Prud’homme was suspended from his duties in March 2019 after the head of the province’s office of criminal prosecutions filed an ethics complaint against him concerning a telephone call he made to her 16 months earlier.
“After a year of investigation concerning the telephone call, I was cleared of any infraction of a criminal nature without any of the investigators ever meeting with me, though I offered to collaborate fully,” wrote Prud’homme.
“The true intention behind this investigation was not the telephone call, but rather to conduct a vast fishing expedition aiming to associate me with leaks to the media and based only on the assumption of my friendship with (Quebec MNA) Guy Ouellette and my family ties with ex-UPAC commissioner Robert Lafrenière.”
Prud’homme’s name repeatedly surfaced in a 2017 affidavit used to obtain a search warrant for then-Liberal MNA Ouellette. Quebec’s anti-corruption unit (UPAC) arrested Ouellette, a former SQ sergeant, in connection with allegations that he leaked confidential information to reporters. Lafrenière — UPAC’s director at the time — is Prud’homme’s father-in-law. The search warrant targeting Ouellette was ultimately invalidated, and Lafrenière resigned his post in 2018 amid criticism over his handling of the investigation.
In Friday’s statement, Prud’homme complained that “at no time was I informed of the true motive for my suspension and never was I met with to obtain my version of the facts, which goes against the principles of fundamental justice.
“The government is about to make a decision based on erroneous, incomplete facts that contain a multitude of shortcuts.”
A few hours after Prud’homme’s statement was made public, Quebec Public Security Minister Geneviève Guilbault announced that the province’s public service commission would examine Prud’homme’s case and recommend whether he be dismissed or suspended without pay.
Guilbault told reporters that an administrative investigation of Prud’homme found he had committed a sufficiently serious breach of ethics for the investigative process allowed by law to continue.
The report of that administrative investigation had been provided to Prud’homme in June and would be kept confidential unless he consented to share it publicly, Guilbault said.
Opposition parties wasted little time criticizing how the government had handled Prud’homme’s case.
Quebec Liberal public security critic Jean Rousselle complained that Guilbault had not been sufficiently forthcoming with the details of what, precisely, Prud’homme’s offence had been.
“We’re talking about the No. 1 person at the SQ,” he said. “Given the information we have right now, it seems this is a settling of scores and grudges.”

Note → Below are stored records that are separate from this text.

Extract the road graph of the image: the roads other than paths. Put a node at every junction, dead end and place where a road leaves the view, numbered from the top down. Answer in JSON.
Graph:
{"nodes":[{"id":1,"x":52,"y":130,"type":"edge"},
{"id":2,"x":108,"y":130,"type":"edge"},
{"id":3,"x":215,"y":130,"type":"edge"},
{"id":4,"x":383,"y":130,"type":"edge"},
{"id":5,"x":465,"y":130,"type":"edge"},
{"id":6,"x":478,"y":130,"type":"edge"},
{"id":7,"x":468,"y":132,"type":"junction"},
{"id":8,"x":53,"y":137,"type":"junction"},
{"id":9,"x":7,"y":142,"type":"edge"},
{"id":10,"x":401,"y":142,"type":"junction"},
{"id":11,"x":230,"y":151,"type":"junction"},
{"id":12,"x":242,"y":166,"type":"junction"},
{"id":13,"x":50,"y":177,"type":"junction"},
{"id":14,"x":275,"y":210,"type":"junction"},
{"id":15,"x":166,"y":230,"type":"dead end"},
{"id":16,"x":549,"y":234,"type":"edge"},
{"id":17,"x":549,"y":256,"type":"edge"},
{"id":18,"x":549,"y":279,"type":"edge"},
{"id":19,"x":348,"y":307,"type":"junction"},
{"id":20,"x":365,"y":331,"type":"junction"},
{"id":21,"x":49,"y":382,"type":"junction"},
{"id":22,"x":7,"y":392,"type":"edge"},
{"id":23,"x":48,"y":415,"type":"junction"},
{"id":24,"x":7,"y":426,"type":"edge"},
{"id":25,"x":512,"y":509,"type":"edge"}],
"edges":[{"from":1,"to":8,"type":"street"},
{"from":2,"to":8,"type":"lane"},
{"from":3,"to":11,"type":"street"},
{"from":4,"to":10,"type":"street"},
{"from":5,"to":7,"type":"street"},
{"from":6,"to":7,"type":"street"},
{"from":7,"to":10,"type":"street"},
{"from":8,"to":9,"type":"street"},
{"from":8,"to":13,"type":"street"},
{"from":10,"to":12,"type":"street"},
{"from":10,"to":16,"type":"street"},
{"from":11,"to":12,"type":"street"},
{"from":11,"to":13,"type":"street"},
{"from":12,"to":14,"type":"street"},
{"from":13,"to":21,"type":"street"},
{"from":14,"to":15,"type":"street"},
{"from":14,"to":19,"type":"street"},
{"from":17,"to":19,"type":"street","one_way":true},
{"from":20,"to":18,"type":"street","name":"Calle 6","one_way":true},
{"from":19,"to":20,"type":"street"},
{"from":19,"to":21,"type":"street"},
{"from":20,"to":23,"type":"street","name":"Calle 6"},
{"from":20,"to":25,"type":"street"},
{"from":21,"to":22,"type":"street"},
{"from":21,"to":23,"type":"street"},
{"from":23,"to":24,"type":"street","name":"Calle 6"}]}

For Québec solidaire, Prud’homme’s case showed “it is time to end the petty politics within police forces. It tarnishes our police institutions, which are already lacking in (public) trust.”
QS MNA Alexandre Leduc said it was time to introduce civilian leaders into police forces “to break this unhealthy dynamic that has existed within these institutions for years.”
Parti Québécois Leader Paul St-Pierre Plamondon said: “We are very concerned that Mr. Prud’homme will not have the chance to present his point of view. We ask once again to meet Mr. Prud’homme in camera and to have access to all the reports.”
Prud’homme said he intends to defend his rights and reputation before “a just and impartial body” since the political system “has already decided my career is finished.”
Finally, in his statement, Prud’homme reached out to all Quebec police officers, urging them to “keep your heads held high and continue to believe in the justice you defend daily.”
“Certainly, a part of the system is sick, but the public needs your integrity and your values.”